● **Your goal**
Every line of the material below is to be printed again exactly.

** Records for the task follows **

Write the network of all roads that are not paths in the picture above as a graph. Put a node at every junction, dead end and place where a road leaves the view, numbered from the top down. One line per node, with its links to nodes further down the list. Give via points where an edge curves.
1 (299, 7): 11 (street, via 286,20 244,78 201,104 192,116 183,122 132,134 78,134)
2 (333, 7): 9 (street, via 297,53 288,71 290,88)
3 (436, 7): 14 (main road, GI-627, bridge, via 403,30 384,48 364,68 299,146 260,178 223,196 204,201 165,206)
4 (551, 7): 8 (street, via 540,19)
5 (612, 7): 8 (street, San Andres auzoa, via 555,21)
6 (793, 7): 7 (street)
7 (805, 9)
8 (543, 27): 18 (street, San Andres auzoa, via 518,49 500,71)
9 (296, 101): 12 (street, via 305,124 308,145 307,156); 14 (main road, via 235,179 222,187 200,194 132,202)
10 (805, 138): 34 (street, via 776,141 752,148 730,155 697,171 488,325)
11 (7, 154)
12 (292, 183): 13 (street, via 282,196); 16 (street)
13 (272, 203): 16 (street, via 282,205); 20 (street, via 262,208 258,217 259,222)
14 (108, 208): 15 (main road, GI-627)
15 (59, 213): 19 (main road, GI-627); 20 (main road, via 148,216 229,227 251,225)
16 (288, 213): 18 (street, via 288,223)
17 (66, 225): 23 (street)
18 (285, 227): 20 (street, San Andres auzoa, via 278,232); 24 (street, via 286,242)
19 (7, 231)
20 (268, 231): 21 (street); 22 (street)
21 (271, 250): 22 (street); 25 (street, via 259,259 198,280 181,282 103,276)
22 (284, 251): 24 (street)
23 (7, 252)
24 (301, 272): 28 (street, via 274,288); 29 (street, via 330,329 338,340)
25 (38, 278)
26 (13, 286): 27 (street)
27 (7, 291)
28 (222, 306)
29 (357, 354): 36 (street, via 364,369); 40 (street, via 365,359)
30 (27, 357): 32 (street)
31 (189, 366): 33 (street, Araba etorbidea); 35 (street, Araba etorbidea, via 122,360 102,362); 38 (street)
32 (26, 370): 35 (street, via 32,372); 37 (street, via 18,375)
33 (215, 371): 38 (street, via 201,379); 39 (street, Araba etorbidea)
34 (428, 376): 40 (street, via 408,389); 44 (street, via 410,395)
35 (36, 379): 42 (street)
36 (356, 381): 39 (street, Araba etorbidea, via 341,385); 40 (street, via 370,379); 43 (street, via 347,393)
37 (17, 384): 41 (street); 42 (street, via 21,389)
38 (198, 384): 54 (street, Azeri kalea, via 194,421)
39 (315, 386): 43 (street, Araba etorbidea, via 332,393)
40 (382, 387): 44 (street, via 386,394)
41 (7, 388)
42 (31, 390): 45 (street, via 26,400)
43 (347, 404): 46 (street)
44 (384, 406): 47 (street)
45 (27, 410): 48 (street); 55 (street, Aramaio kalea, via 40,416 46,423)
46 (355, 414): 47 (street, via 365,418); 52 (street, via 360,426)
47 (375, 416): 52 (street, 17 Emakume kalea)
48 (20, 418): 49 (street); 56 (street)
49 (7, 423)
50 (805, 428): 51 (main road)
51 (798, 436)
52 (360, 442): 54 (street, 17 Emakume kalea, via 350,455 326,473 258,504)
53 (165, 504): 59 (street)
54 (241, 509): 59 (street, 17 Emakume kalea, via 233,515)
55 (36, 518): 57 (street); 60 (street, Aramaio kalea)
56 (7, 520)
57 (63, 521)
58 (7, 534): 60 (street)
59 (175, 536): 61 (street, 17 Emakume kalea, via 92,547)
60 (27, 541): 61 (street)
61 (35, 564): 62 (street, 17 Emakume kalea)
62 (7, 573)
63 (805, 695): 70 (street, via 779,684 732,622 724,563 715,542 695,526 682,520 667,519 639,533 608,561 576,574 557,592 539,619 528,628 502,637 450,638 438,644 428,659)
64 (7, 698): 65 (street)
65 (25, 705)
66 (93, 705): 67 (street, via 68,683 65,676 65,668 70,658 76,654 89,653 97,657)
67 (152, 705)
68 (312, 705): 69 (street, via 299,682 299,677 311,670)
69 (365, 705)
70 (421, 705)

** End of Records for the task **

● **Written response**
Write the network of all roads that are not paths in the picture above as a graph. Put a node at every junction, dead end and place where a road leaves the view, numbered from the top down. One line per node, with its links to nodes further down the list. Give via points where an edge curves.
1 (299, 7): 11 (street, via 286,20 244,78 201,104 192,116 183,122 132,134 78,134)
2 (333, 7): 9 (street, via 297,53 288,71 290,88)
3 (436, 7): 14 (main road, GI-627, bridge, via 403,30 384,48 364,68 299,146 260,178 223,196 204,201 165,206)
4 (551, 7): 8 (street, via 540,19)
5 (612, 7): 8 (street, San Andres auzoa, via 555,21)
6 (793, 7): 7 (street)
7 (805, 9)
8 (543, 27): 18 (street, San Andres auzoa, via 518,49 500,71)
9 (296, 101): 12 (street, via 305,124 308,145 307,156); 14 (main road, via 235,179 222,187 200,194 132,202)
10 (805, 138): 34 (street, via 776,141 752,148 730,155 697,171 488,325)
11 (7, 154)
12 (292, 183): 13 (street, via 282,196); 16 (street)
13 (272, 203): 16 (street, via 282,205); 20 (street, via 262,208 258,217 259,222)
14 (108, 208): 15 (main road, GI-627)
15 (59, 213): 19 (main road, GI-627); 20 (main road, via 148,216 229,227 251,225)
16 (288, 213): 18 (street, via 288,223)
17 (66, 225): 23 (street)
18 (285, 227): 20 (street, San Andres auzoa, via 278,232); 24 (street, via 286,242)
19 (7, 231)
20 (268, 231): 21 (street); 22 (street)
21 (271, 250): 22 (street); 25 (street, via 259,259 198,280 181,282 103,276)
22 (284, 251): 24 (street)
23 (7, 252)
24 (301, 272): 28 (street, via 274,288); 29 (street, via 330,329 338,340)
25 (38, 278)
26 (13, 286): 27 (street)
27 (7, 291)
28 (222, 306)
29 (357, 354): 36 (street, via 364,369); 40 (street, via 365,359)
30 (27, 357): 32 (street)
31 (189, 366): 33 (street, Araba etorbidea); 35 (street, Araba etorbidea, via 122,360 102,362); 38 (street)
32 (26, 370): 35 (street, via 32,372); 37 (street, via 18,375)
33 (215, 371): 38 (street, via 201,379); 39 (street, Araba etorbidea)
34 (428, 376): 40 (street, via 408,389); 44 (street, via 410,395)
35 (36, 379): 42 (street)
36 (356, 381): 39 (street, Araba etorbidea, via 341,385); 40 (street, via 370,379); 43 (street, via 347,393)
37 (17, 384): 41 (street); 42 (street, via 21,389)
38 (198, 384): 54 (street, Azeri kalea, via 194,421)
39 (315, 386): 43 (street, Araba etorbidea, via 332,393)
40 (382, 387): 44 (street, via 386,394)
41 (7, 388)
42 (31, 390): 45 (street, via 26,400)
43 (347, 404): 46 (street)
44 (384, 406): 47 (street)
45 (27, 410): 48 (street); 55 (street, Aramaio kalea, via 40,416 46,423)
46 (355, 414): 47 (street, via 365,418); 52 (street, via 360,426)
47 (375, 416): 52 (street, 17 Emakume kalea)
48 (20, 418): 49 (street); 56 (street)
49 (7, 423)
50 (805, 428): 51 (main road)
51 (798, 436)
52 (360, 442): 54 (street, 17 Emakume kalea, via 350,455 326,473 258,504)
53 (165, 504): 59 (street)
54 (241, 509): 59 (street, 17 Emakume kalea, via 233,515)
55 (36, 518): 57 (street); 60 (street, Aramaio kalea)
56 (7, 520)
57 (63, 521)
58 (7, 534): 60 (street)
59 (175, 536): 61 (street, 17 Emakume kalea, via 92,547)
60 (27, 541): 61 (street)
61 (35, 564): 62 (street, 17 Emakume kalea)
62 (7, 573)
63 (805, 695): 70 (street, via 779,684 732,622 724,563 715,542 695,526 682,520 667,519 639,533 608,561 576,574 557,592 539,619 528,628 502,637 450,638 438,644 428,659)
64 (7, 698): 65 (street)
65 (25, 705)
66 (93, 705): 67 (street, via 68,683 65,676 65,668 70,658 76,654 89,653 97,657)
67 (152, 705)
68 (312, 705): 69 (street, via 299,682 299,677 311,670)
69 (365, 705)
70 (421, 705)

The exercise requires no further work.